### [Exercise brief]
From the first line to the last, copy the material exactly and leave the pictures out.

╔══

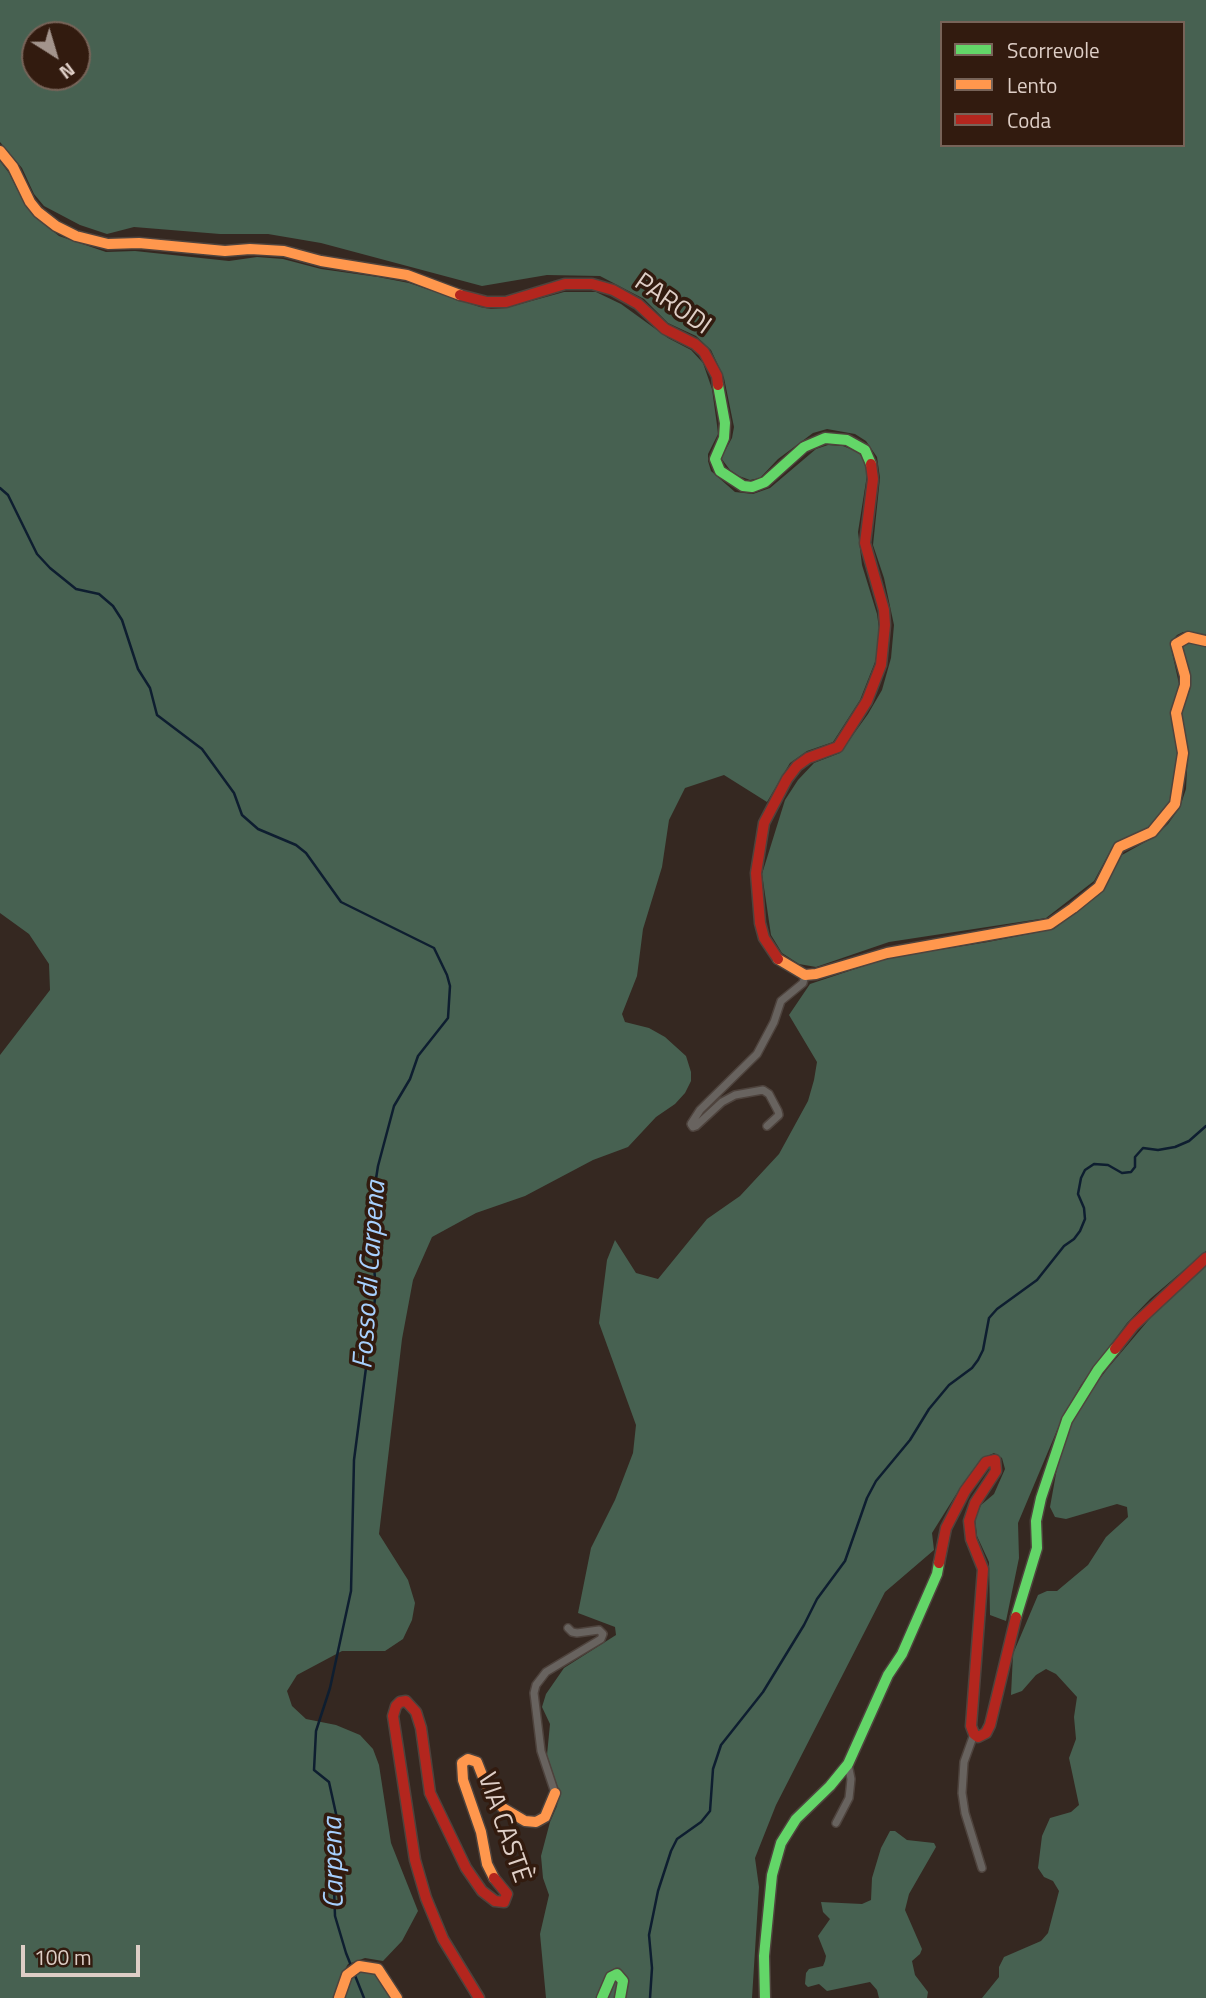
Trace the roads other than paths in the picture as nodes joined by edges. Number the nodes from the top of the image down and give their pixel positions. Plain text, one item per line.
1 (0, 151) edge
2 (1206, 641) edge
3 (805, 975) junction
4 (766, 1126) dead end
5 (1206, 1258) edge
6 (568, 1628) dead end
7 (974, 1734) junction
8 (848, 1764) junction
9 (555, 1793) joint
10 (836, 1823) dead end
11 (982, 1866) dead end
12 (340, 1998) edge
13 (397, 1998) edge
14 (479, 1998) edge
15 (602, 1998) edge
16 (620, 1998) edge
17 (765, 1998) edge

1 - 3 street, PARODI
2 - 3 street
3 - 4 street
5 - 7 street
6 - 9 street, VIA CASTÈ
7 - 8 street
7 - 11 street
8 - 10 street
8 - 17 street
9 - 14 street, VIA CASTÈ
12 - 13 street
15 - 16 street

╚══

### [Written response]
Trace the roads other than paths in the picture as nodes joined by edges. Number the nodes from the top of the image down and give their pixel positions. Plain text, one item per line.
1 (0, 151) edge
2 (1206, 641) edge
3 (805, 975) junction
4 (766, 1126) dead end
5 (1206, 1258) edge
6 (568, 1628) dead end
7 (974, 1734) junction
8 (848, 1764) junction
9 (555, 1793) joint
10 (836, 1823) dead end
11 (982, 1866) dead end
12 (340, 1998) edge
13 (397, 1998) edge
14 (479, 1998) edge
15 (602, 1998) edge
16 (620, 1998) edge
17 (765, 1998) edge

1 - 3 street, PARODI
2 - 3 street
3 - 4 street
5 - 7 street
6 - 9 street, VIA CASTÈ
7 - 8 street
7 - 11 street
8 - 10 street
8 - 17 street
9 - 14 street, VIA CASTÈ
12 - 13 street
15 - 16 street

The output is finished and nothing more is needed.